*DATA EXCERPTS*:
◆ ◆ ◆ ◆ ◆ ◆ ◆

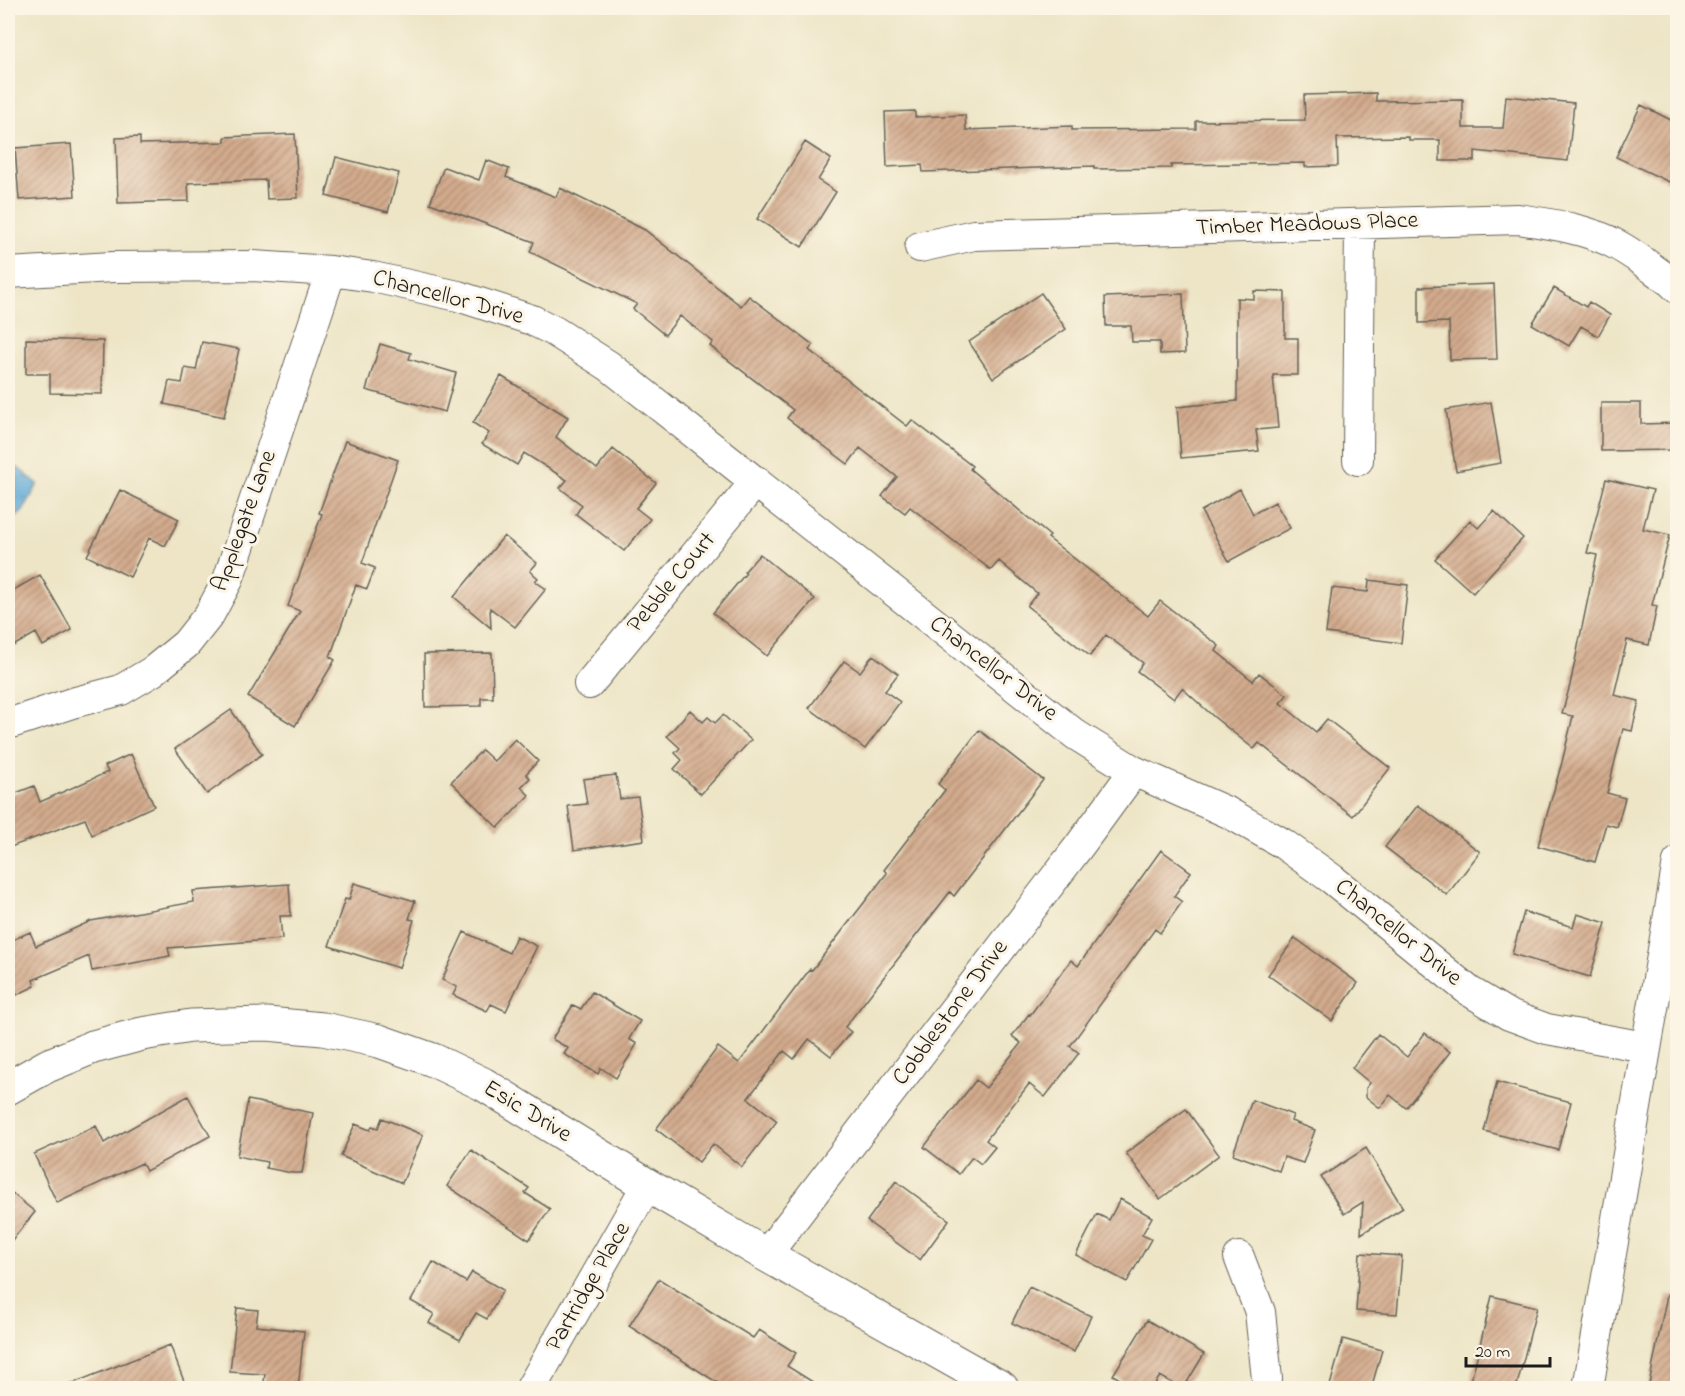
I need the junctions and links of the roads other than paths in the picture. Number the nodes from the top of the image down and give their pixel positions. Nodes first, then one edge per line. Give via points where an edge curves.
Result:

◆ ◆ ◆ ◆ ◆ ◆ ◆

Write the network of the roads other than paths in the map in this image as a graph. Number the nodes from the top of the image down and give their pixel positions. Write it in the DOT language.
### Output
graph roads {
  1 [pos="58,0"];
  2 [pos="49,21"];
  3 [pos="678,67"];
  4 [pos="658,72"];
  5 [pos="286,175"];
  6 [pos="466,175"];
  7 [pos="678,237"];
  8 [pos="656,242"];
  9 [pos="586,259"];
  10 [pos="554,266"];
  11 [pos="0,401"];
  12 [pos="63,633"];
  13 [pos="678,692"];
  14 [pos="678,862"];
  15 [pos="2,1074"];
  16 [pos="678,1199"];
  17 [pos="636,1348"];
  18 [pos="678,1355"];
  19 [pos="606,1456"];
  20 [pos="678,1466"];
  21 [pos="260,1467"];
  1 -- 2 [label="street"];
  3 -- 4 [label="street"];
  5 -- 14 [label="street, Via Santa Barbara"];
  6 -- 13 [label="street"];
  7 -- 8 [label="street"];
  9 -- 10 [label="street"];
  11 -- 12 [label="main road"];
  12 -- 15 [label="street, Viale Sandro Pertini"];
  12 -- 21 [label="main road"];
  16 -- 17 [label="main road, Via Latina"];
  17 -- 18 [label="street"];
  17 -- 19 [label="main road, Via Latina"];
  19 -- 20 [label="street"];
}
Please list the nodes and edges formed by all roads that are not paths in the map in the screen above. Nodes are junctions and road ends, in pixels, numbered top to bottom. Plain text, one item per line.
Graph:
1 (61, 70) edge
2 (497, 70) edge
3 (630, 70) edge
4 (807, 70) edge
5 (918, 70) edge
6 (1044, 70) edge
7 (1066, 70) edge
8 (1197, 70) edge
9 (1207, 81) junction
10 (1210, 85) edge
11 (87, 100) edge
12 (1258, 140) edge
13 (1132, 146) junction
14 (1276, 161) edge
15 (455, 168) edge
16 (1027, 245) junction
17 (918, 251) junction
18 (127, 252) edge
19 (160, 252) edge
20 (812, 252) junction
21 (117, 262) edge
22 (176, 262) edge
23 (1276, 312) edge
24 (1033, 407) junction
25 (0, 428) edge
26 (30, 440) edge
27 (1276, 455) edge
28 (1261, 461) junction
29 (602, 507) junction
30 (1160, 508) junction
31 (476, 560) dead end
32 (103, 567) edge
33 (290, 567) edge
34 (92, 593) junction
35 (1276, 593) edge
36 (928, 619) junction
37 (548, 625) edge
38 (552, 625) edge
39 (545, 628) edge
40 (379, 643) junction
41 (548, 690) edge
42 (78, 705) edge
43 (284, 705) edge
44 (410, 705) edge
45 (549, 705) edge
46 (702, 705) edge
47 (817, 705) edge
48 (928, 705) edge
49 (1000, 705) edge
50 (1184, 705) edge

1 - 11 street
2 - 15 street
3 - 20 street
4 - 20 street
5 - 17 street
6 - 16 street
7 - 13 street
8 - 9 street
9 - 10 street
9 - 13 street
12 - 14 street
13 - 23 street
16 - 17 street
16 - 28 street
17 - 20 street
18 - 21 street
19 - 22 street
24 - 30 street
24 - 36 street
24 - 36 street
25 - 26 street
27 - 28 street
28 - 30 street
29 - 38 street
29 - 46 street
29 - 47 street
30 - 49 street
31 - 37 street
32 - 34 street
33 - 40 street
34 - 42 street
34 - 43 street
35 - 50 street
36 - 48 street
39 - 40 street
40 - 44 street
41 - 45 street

◆ ◆ ◆ ◆ ◆ ◆ ◆

*BRIEF*: From the material above, copy each line that includes the word "junctions".

*TASK OUTPUT*:
I need the junctions and links of the roads other than paths in the picture. Number the nodes from the top of the image down and give their pixel positions. Nodes first, then one edge per line. Give via points where an edge curves.
Please list the nodes and edges formed by all roads that are not paths in the map in the screen above. Nodes are junctions and road ends, in pixels, numbered top to bottom. Plain text, one item per line.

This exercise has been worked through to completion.